U.S. Judge Applies Civil Rights Law Enacted to Protect Freed Slaves to Shield Jewish Citizen from Discrimination

Watch Michael Ehrenstein’s interview on i24 News regarding this ruling here, and read the ruling here.

 

In a historic ruling handed down this week, a federal judge in Washington, D.C., applied a Reconstruction-era civil rights law—originally passed to protect newly freed slaves—to protect a Jewish woman assaulted at a protest for wearing an Israeli flag. The decision could pave the way for Jewish Americans to invoke powerful federal civil rights protections in the face of rising antisemitism.

The case, Sumrall v. Ali, involved a disturbing incident in which a Jewish woman, Kimmara Sumrall, was choked by a pro-Palestinian activist who yanked an Israeli flag tied around her neck at a protest in the U.S. Senate cafeteria. Although the defendant, Janine Ali, was acquitted of assault in D.C. criminal court, U.S. District Judge Trevor McFadden found sufficient evidence of a racially motivated battery to issue a preliminary injunction ordering Ali to stay away from Sumrall.

But the ruling’s real significance lies in how the court got there.

A Civil Rights Law from 1866 Finds New Relevance

Judge McFadden grounded his ruling in 42 U.S.C. § 1981—a statute passed as part of the Civil Rights Act of 1866, immediately after the U.S. Civil War. Its original purpose was to protect Black Americans from racial discrimination, ensuring they could enter contracts, own property, and access the legal system on equal footing with white citizens.

Judge McFadden found that the same statute applies to Jewish Americans who are racially targeted.

“The Star of David—emblazoned upon the Israeli flag—symbolizes the Jewish race,” the court wrote. “Battery, particularly involving a racial symbol, is strong evidence of racial discrimination.” The judge ruled that attacking a person wearing such a symbol, in this context, was direct evidence of racial animus, actionable under § 1981.

This is one of the first published decisions to use § 1981 to protect Jews from antisemitic violence occurring outside of economic or contractual relationships. It sends a clear message: Jewish identity is protected under U.S. federal civil rights law, and violence or intimidation based on that identity can trigger serious legal consequences.

The Ruling’s Reach: Beyond Protests

While the case involved a protest, the court’s reasoning has broader implications. It suggests that any racially motivated interference with a Jewish person’s access to public life may give rise to a § 1981 claim.

That includes recent instances on college campuses where Jewish students have been targeted for exclusion or intimidation.  Consider as just one example the Jewish students at UCLA who were pushed, kicked and beaten as they tried to retrieve Israeli flags, and others who were blocked from accessing areas of their campus unless they denounced their faith.

Under the rationale embraced by Judge McFadden, these students may not need to rely solely on Title VI (which requires government enforcement and links to federal funding). They can pursue private causes of action under § 1981 if their exclusion or harassment stems from racial animus against Jews.

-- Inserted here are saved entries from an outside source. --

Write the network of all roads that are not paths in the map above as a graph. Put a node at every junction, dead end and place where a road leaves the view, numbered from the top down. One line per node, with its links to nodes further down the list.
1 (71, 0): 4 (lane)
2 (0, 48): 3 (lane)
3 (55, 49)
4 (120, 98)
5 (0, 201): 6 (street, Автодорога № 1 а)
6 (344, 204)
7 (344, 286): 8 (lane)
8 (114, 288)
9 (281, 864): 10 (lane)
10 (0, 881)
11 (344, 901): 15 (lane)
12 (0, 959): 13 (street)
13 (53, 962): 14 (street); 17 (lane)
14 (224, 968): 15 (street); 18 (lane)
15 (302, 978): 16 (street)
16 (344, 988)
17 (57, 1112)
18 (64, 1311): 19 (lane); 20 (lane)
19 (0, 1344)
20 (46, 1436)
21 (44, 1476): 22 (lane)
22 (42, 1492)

The judge made clear that § 1981 is not limited to economic transactions. It also protects against deprivation of “the full and equal benefit of all laws and proceedings for the security of persons and property.” That language—designed in 1866 to protect freed slaves from private violence—also protects Jewish Americans facing racially motivated exclusion or assault.

The Court’s Message: Battery Is Not Protest

Judge McFadden’s opinion is carefully written but unflinching. He credited testimony from a neutral Capitol Police officer who witnessed the assault. He rejected the defendant’s argument that the attack was political rather than racial, calling it “a stretch” to claim that yanking a flag around someone’s neck is mere protest.

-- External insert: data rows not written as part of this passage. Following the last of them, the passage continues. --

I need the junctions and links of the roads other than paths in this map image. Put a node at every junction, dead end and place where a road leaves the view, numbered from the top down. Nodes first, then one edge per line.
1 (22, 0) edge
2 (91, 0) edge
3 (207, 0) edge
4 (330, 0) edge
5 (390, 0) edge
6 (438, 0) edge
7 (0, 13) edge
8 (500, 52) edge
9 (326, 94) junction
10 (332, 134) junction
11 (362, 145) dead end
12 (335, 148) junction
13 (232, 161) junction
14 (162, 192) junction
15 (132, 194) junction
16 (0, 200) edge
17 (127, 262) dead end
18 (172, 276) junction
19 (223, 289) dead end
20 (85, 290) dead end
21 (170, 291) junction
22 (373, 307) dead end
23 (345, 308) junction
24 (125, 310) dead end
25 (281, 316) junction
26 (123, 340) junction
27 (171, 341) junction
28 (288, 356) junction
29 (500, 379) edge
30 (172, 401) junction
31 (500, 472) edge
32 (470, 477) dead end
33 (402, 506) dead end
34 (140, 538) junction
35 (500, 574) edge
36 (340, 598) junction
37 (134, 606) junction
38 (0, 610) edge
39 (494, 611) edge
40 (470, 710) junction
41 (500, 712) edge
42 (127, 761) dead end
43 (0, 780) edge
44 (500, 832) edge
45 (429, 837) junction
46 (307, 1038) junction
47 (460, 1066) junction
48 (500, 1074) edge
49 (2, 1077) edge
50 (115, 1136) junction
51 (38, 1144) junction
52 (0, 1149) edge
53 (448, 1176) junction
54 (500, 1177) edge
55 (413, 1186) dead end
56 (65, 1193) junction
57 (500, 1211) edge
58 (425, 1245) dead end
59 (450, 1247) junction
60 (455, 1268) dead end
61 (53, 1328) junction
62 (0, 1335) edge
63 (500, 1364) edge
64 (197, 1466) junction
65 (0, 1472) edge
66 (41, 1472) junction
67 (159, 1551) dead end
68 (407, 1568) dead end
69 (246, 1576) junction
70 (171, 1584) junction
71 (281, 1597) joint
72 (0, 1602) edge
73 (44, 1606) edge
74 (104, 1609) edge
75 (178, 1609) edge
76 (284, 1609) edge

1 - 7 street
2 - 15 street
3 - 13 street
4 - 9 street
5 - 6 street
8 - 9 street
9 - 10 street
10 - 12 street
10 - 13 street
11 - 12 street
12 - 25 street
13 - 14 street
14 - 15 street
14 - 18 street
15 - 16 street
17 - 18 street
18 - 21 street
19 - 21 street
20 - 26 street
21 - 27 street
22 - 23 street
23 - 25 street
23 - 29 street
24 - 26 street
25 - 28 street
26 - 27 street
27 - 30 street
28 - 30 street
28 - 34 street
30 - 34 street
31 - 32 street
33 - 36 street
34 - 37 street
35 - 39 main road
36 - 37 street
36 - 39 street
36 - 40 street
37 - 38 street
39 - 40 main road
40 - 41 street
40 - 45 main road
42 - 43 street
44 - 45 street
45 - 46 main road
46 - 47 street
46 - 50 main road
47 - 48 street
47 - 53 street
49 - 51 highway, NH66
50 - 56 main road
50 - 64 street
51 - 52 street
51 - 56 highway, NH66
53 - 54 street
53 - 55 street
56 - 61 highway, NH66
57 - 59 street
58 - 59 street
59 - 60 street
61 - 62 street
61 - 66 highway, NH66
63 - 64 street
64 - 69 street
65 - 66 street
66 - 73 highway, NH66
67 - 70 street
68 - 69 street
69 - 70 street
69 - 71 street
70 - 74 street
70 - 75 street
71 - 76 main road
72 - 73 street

“If yanking on a flag emblazoned with the Star of David tied around a Jewish person’s neck at a pro-Israel protest is not discrimination,” the court declared, “I don’t know what is.”

That sentence alone may mark a turning point in how courts view the intersection of anti-Zionism and antisemitism.

A Judge Who Knows the Law—and Its Purpose

Judge Trevor N. McFadden, a former federal prosecutor and Trump appointee, serves on the powerful U.S. District Court for the District of Columbia. Known for his thorough and principled opinions, McFadden approached this case with both moral clarity and legal rigor.

His recognition that a civil rights law meant to dismantle post-Civil War racial terror also protects Jews is more than just doctrinal—it’s symbolic. It ties the fight against antisemitism into the broader American tradition of civil rights enforcement, placing Jewish safety and dignity within the same legal framework that protects other vulnerable minorities.

A Roadmap for the Future

Jewish Americans—especially students and young activists—now have a clear signal: federal civil rights law may be available to protect them against intimidation, exclusion, and physical harm rooted in their racial or ethnic identity. mThis ruling should be read and cited widely. It offers more than protection—it offers empowerment.

Jewish Americans, like all racial minorities, have the right to live, speak, protest, learn, and worship without fear. If that right is threatened, the law is now on firmer ground to defend it.